The two entered an intense loop of contact. They took a class in New York City together. They sometimes joked about running away together. And, eventually, they decided to write a book together, a collection of their email and text correspondence about a topic with undeniably broad appeal: how to live in the world and be okay. They called this project The Wellness Letters.

I read the manuscript in one gulp. Their exchanges have real swing to them, a screwball quality with a punk twist. On page 1:

R: Anything you haven’t done?

E: Affair. Acid. Shrooms. Second child. Death. Ayahuasca.

R: “Bucket List.”

E: “Efforts at Wellness.”

R: I just started writing something called Trying to Stay Off My Meds …

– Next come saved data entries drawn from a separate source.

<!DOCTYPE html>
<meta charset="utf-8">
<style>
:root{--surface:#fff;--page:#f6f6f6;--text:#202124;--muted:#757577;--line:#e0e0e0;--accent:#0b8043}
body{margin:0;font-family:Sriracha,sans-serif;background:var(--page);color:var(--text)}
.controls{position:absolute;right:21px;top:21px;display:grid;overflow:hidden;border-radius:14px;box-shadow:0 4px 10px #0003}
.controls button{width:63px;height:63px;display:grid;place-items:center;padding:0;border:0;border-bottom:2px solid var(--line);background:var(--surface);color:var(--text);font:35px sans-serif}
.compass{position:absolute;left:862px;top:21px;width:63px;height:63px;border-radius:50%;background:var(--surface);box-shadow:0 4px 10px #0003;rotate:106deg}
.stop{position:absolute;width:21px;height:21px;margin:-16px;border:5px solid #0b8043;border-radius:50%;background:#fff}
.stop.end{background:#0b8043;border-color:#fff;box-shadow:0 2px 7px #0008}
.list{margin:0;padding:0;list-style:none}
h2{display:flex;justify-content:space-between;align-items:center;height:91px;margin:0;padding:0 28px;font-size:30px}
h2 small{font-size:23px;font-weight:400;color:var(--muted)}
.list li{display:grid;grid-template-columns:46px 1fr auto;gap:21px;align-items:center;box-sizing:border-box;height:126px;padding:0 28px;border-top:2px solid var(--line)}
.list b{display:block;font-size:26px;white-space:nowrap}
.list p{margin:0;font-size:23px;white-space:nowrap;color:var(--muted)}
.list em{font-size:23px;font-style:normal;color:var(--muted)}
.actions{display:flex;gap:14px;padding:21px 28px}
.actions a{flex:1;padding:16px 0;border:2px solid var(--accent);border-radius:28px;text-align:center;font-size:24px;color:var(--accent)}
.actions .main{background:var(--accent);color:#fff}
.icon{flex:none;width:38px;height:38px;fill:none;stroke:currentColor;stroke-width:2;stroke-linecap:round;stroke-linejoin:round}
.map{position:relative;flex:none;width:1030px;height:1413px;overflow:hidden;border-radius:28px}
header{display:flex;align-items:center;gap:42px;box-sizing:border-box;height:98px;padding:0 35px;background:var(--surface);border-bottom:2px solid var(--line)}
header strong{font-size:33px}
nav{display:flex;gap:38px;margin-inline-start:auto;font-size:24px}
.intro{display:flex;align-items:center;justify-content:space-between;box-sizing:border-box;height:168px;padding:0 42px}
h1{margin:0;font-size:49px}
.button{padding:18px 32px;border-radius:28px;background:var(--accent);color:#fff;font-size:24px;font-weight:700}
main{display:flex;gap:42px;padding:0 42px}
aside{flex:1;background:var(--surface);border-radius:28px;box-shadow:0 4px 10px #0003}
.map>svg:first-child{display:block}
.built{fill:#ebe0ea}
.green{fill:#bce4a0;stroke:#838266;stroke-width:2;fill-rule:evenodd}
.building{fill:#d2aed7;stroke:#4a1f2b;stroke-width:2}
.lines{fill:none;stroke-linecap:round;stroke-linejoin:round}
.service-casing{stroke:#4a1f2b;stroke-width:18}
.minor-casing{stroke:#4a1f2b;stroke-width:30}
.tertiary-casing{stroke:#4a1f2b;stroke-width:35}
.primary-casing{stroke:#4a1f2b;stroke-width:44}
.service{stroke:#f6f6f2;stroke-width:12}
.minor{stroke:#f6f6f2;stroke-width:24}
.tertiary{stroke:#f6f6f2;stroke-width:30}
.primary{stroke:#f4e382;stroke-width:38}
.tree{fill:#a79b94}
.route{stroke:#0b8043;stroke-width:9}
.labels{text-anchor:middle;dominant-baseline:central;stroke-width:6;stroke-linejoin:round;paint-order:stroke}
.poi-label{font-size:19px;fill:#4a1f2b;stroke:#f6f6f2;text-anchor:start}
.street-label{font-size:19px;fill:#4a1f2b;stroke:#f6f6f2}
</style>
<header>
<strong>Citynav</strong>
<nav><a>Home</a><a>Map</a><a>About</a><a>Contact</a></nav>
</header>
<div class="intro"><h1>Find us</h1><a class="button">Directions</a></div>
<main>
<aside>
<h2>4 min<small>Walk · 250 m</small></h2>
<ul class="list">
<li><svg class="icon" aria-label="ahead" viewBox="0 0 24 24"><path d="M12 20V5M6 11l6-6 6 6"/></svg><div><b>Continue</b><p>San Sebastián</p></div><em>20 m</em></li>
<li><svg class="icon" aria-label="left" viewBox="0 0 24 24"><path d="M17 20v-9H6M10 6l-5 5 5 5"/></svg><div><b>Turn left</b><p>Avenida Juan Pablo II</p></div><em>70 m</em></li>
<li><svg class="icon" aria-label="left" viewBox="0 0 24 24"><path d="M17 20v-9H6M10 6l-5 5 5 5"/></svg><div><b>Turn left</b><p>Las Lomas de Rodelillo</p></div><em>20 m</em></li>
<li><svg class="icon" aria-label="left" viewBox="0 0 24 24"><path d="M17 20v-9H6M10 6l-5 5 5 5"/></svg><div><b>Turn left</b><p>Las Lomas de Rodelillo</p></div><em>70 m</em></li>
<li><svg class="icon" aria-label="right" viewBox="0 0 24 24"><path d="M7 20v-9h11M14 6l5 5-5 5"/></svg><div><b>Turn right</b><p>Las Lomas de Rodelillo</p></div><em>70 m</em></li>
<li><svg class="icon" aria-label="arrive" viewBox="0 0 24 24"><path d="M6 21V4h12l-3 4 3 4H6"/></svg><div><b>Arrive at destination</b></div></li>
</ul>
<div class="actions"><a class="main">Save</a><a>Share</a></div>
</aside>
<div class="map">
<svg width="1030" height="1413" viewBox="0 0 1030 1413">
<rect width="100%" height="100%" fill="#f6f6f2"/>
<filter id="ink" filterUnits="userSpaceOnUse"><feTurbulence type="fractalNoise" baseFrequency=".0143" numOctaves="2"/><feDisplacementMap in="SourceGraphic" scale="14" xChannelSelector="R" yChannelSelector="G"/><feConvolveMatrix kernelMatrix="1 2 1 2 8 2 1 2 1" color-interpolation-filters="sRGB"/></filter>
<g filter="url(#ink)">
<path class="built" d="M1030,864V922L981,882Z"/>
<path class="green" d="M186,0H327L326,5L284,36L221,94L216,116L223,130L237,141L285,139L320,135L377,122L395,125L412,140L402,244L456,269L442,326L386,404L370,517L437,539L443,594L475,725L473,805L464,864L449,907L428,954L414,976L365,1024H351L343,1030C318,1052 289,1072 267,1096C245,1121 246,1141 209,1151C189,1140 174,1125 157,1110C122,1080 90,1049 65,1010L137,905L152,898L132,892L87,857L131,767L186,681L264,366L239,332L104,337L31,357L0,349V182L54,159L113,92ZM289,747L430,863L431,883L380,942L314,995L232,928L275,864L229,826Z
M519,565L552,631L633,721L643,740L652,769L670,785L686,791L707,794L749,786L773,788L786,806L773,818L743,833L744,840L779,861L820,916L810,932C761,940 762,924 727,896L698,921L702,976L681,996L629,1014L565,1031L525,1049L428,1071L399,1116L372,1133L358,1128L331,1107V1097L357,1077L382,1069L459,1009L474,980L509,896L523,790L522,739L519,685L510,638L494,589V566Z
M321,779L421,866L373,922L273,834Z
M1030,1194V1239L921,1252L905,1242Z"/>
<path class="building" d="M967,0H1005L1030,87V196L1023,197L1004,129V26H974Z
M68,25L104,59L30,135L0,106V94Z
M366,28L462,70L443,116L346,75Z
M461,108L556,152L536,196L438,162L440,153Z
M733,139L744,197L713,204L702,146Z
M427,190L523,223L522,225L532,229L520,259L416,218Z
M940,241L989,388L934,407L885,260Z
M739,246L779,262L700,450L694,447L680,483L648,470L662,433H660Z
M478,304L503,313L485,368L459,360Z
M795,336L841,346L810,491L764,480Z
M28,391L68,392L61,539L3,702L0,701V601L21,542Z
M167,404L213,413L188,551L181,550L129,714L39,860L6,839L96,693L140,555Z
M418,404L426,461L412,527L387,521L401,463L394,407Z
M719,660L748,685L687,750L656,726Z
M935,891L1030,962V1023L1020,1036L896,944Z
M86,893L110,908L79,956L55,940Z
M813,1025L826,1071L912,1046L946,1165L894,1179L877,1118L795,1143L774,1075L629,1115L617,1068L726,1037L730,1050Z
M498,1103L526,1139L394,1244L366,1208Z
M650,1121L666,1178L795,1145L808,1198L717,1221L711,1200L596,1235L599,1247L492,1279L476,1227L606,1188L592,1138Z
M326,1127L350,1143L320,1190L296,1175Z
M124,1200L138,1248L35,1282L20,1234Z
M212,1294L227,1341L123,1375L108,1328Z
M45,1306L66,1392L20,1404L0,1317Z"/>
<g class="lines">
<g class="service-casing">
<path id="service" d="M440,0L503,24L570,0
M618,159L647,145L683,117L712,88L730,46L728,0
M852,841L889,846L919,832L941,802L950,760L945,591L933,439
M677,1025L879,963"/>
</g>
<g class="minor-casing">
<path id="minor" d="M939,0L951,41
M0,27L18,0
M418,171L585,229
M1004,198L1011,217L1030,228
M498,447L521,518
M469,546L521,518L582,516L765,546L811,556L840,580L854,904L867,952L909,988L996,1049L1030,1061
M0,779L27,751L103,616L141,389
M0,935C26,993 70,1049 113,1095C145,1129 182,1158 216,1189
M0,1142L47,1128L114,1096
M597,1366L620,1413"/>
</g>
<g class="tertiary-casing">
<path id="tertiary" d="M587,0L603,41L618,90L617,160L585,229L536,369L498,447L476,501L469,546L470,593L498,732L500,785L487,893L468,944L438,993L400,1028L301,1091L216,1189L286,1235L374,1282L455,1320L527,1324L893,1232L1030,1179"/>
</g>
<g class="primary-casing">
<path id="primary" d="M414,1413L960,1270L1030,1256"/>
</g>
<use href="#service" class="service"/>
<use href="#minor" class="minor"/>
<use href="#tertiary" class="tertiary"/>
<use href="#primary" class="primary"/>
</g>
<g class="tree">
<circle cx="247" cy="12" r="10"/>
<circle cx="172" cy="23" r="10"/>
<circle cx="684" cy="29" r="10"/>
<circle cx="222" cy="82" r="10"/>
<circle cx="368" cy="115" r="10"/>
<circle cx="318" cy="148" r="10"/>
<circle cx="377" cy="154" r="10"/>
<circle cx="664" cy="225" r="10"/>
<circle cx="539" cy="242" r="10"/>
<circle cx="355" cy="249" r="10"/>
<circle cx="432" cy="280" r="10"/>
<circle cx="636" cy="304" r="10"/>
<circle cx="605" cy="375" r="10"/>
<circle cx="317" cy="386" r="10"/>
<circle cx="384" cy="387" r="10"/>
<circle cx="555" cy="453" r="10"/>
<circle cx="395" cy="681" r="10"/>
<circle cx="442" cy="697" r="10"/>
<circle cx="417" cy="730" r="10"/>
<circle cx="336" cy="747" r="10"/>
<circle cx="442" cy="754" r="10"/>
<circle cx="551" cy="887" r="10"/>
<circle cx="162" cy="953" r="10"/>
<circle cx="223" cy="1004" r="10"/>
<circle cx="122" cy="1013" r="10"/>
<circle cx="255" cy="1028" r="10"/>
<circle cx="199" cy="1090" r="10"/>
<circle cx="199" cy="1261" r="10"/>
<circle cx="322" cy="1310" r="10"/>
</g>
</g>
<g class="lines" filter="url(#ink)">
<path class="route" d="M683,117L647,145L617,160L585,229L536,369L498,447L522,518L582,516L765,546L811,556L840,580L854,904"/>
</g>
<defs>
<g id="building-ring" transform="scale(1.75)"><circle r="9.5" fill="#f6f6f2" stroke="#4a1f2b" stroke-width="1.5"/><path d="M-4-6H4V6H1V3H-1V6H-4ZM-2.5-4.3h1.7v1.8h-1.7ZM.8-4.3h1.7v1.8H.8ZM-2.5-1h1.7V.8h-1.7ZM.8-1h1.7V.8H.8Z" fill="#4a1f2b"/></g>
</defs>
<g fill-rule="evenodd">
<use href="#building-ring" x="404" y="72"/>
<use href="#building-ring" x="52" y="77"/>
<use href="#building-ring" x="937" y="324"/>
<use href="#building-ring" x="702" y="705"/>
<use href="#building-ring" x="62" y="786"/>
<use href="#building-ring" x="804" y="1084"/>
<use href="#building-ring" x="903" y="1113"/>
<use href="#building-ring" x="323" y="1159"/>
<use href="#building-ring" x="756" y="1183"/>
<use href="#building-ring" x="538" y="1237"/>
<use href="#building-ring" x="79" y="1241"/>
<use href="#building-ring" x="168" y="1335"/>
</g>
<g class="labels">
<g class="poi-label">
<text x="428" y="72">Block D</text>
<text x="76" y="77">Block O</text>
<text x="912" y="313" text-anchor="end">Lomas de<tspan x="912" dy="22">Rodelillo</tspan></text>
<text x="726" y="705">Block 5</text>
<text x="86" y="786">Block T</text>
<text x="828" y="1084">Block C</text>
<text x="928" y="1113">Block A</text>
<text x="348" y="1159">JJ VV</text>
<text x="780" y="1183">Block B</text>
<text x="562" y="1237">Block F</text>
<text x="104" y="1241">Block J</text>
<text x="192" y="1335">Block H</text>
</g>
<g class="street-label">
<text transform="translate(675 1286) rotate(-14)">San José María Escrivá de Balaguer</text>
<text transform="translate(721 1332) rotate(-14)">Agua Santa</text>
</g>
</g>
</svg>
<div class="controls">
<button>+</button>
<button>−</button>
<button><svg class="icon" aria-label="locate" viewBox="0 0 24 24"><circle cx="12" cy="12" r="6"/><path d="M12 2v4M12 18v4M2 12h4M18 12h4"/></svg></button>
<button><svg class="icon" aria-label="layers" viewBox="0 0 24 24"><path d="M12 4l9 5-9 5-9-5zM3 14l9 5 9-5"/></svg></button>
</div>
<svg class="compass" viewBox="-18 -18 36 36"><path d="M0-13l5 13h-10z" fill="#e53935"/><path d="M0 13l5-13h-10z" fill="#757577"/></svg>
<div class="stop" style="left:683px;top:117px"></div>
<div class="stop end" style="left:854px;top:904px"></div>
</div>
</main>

But over time, resentments flicker into view. Deep fissures in their belief systems begin to show. They start writing past each other, not hearing each other at all. By the end, the two women have taken every difficult truth they’ve ever learned about the other and fashioned it into a club. The final paragraphs are a mess of blood and bone and gray guts.

In real time, Elisa and Rebecca enact on the page something that almost all of us have gone through: the painful dissolution of a friendship.

The specifics of their disagreements may be unique to them, but the broad outlines have the ring and shape of the familiar; The Wellness Letters are almost impossible to read without seeing the corpse of one of your own doomed friendships floating by.

Elisa complains about failures in reciprocity.

Rebecca implies that Elisa is being insensitive, too quick to judge others.

Elisa implies that Rebecca is being too self-involved, too needy.

Rebecca implies: Now you’re too quick to judge me.

Elisa ultimately suggests that Rebecca’s unhappiness is at least partly of her own unlovely making.

To which Rebecca more or less replies: Who on earth would choose to be this unhappy?

To which Elisa basically says: Well, should that be an excuse for being a myopic and inconsiderate friend?

E: The truth is that I am wary of you …

R: When you say that you are wary of me, it reminds me of something … oh yes, it’s when I told you that I was wary of you … wary of your clear pattern of forming mutually idolatrous relationships with women who you cast in a particular role in your life only to later castigate.

Their feelings were too hot to contain. What started as a deliberate, thoughtful meditation about wellness ended as an inadvertent chronicle of a friendship gone terribly awry.